Going through the data below, please show each line containing the string "Meridan".

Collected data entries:
^^^^
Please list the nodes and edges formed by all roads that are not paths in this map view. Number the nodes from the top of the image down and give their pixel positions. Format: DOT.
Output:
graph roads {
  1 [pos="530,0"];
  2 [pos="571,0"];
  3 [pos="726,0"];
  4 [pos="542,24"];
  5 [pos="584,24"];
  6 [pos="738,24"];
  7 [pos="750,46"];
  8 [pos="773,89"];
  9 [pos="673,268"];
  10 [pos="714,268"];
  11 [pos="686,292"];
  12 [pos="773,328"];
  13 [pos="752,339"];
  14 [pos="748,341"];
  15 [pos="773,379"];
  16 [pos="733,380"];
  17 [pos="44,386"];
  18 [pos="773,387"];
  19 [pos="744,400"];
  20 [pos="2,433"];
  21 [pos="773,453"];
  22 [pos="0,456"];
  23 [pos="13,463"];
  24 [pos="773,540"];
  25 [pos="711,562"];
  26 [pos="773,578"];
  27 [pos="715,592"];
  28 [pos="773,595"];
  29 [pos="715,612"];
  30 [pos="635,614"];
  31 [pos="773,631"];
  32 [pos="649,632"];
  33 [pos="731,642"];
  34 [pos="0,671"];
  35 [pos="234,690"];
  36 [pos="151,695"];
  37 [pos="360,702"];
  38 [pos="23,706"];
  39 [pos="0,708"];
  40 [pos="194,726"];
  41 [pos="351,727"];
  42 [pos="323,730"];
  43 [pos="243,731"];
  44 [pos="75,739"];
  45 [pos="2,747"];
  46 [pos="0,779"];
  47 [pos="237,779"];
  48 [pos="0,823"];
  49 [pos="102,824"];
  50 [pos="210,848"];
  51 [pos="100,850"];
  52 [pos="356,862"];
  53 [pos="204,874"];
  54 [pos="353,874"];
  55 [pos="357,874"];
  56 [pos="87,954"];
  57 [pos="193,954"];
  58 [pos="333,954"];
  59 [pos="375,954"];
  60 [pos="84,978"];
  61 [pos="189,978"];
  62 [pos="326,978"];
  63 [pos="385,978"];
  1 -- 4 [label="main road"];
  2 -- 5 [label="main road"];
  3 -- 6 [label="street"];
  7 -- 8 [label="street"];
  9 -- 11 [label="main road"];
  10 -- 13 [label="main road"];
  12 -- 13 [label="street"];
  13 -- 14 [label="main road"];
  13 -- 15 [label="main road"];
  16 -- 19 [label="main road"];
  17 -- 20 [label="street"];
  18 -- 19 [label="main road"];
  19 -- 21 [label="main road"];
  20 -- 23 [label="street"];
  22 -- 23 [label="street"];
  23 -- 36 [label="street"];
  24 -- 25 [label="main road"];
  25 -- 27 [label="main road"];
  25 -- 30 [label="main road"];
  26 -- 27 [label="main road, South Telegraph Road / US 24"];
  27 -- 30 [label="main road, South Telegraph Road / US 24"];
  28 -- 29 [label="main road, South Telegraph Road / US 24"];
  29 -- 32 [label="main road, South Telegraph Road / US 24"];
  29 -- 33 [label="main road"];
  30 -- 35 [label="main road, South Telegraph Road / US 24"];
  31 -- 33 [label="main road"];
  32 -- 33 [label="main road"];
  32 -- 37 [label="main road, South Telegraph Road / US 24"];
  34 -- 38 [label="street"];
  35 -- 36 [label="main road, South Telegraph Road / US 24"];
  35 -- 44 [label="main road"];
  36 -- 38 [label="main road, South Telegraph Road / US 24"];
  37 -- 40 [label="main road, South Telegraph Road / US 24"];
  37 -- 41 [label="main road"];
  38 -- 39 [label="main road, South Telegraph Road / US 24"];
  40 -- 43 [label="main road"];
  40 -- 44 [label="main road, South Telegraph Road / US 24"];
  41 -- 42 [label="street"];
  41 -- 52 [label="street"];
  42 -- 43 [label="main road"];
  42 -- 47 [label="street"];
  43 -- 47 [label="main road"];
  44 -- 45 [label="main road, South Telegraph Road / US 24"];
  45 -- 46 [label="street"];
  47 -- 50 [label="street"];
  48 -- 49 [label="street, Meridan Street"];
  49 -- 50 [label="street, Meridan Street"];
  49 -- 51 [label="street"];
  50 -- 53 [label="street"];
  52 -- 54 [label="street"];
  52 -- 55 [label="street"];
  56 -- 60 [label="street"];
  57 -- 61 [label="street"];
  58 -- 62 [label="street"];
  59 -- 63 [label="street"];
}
^^^^
> Reply to the task
  48 -- 49 [label="street, Meridan Street"];
  49 -- 50 [label="street, Meridan Street"];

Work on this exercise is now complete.